Dominique Meunier

Dominique Meunier

pintura · óleo, tinta, acrílico y textura

Instalado cerca de Besançon, Dominique Meunier vio su creación transformarse en el año 2000 tras un grave accidente y una experiencia de muerte inminente. A partir de entonces, la pintura se convirtió en una necesidad vital y una herramienta de resiliencia, permitiéndole sublimar el caos en claridad y traducir sus sensaciones del «otro lado del espejo». Imponiéndose como figura de proa de la figuración metafísica, mezcla la pericia de las tintas —heredada de la serigrafía— con la fuerza bruta de los pigmentos y el mortero para trascender la simple representación de lo real y revelar lo invisible. Su trabajo se concibe como una «poética del paso», donde el paisaje actúa de espejo del alma y umbral hacia una trascendencia espiritual. Su obra se articula, pues, en torno a árboles tótems que actúan como Axis Mundi (pilares que vinculan la tierra al cielo) y horizontes vaporosos propicios para la contemplación. Esta búsqueda, calificada de «Crisopeya vertical», pretende transmutar la fragilidad de la materia humana en pura luz.

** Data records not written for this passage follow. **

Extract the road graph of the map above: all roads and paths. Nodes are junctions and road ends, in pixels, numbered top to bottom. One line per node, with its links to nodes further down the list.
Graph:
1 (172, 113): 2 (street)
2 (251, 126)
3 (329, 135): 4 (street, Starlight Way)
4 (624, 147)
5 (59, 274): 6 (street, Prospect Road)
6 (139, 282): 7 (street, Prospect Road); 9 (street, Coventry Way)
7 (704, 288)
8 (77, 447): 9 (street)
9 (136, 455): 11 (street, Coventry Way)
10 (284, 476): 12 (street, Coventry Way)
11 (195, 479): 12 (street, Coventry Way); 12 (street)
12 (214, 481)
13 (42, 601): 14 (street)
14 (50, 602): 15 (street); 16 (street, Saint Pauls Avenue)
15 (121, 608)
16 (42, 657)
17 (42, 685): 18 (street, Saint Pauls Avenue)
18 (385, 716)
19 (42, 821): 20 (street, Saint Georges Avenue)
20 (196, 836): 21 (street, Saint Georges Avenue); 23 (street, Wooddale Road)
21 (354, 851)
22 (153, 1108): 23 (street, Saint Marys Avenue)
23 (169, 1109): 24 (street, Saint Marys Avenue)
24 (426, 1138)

Autor de varios ensayos y miembro activo de la escena artística internacional, expone regularmente en Francia y en el extranjero. La dimensión filosófica de sus lienzos ha suscitado prestigiosas colaboraciones, particularmente con el escritor y poeta Michel Lagrange (galardonado por la Académie Française y conocido por sus diálogos con artistas mayores como Pierre Soulages).